Work to complete
Retype every line of the records exactly.

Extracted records
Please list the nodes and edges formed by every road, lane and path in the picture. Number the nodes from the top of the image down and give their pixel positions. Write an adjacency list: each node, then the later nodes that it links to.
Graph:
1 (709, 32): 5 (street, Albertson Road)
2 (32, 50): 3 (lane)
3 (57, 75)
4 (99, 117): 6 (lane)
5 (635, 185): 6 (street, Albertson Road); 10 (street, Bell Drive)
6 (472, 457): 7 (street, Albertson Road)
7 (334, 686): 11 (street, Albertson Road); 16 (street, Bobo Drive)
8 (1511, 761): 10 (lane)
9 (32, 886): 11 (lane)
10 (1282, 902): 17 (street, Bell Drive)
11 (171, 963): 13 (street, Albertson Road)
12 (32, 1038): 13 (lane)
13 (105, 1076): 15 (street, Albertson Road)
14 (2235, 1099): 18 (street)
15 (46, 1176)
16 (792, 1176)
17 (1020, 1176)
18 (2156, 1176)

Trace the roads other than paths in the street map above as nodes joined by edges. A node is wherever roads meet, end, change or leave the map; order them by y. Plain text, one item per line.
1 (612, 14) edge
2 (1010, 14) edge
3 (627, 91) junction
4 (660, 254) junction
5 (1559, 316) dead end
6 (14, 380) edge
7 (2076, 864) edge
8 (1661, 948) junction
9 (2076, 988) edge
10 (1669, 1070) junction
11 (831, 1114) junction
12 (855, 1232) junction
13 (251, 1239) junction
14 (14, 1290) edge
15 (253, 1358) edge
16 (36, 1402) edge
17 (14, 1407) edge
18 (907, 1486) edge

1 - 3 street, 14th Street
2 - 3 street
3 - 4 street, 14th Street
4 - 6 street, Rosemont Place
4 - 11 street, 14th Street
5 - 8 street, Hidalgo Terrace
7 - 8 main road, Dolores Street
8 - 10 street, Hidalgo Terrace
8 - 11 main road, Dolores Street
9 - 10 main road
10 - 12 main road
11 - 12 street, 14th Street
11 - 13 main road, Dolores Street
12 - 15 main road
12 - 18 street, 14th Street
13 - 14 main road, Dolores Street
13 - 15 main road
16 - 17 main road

Answer for the task
Please list the nodes and edges formed by every road, lane and path in the picture. Number the nodes from the top of the image down and give their pixel positions. Write an adjacency list: each node, then the later nodes that it links to.
Graph:
1 (709, 32): 5 (street, Albertson Road)
2 (32, 50): 3 (lane)
3 (57, 75)
4 (99, 117): 6 (lane)
5 (635, 185): 6 (street, Albertson Road); 10 (street, Bell Drive)
6 (472, 457): 7 (street, Albertson Road)
7 (334, 686): 11 (street, Albertson Road); 16 (street, Bobo Drive)
8 (1511, 761): 10 (lane)
9 (32, 886): 11 (lane)
10 (1282, 902): 17 (street, Bell Drive)
11 (171, 963): 13 (street, Albertson Road)
12 (32, 1038): 13 (lane)
13 (105, 1076): 15 (street, Albertson Road)
14 (2235, 1099): 18 (street)
15 (46, 1176)
16 (792, 1176)
17 (1020, 1176)
18 (2156, 1176)

Trace the roads other than paths in the street map above as nodes joined by edges. A node is wherever roads meet, end, change or leave the map; order them by y. Plain text, one item per line.
1 (612, 14) edge
2 (1010, 14) edge
3 (627, 91) junction
4 (660, 254) junction
5 (1559, 316) dead end
6 (14, 380) edge
7 (2076, 864) edge
8 (1661, 948) junction
9 (2076, 988) edge
10 (1669, 1070) junction
11 (831, 1114) junction
12 (855, 1232) junction
13 (251, 1239) junction
14 (14, 1290) edge
15 (253, 1358) edge
16 (36, 1402) edge
17 (14, 1407) edge
18 (907, 1486) edge

1 - 3 street, 14th Street
2 - 3 street
3 - 4 street, 14th Street
4 - 6 street, Rosemont Place
4 - 11 street, 14th Street
5 - 8 street, Hidalgo Terrace
7 - 8 main road, Dolores Street
8 - 10 street, Hidalgo Terrace
8 - 11 main road, Dolores Street
9 - 10 main road
10 - 12 main road
11 - 12 street, 14th Street
11 - 13 main road, Dolores Street
12 - 15 main road
12 - 18 street, 14th Street
13 - 14 main road, Dolores Street
13 - 15 main road
16 - 17 main road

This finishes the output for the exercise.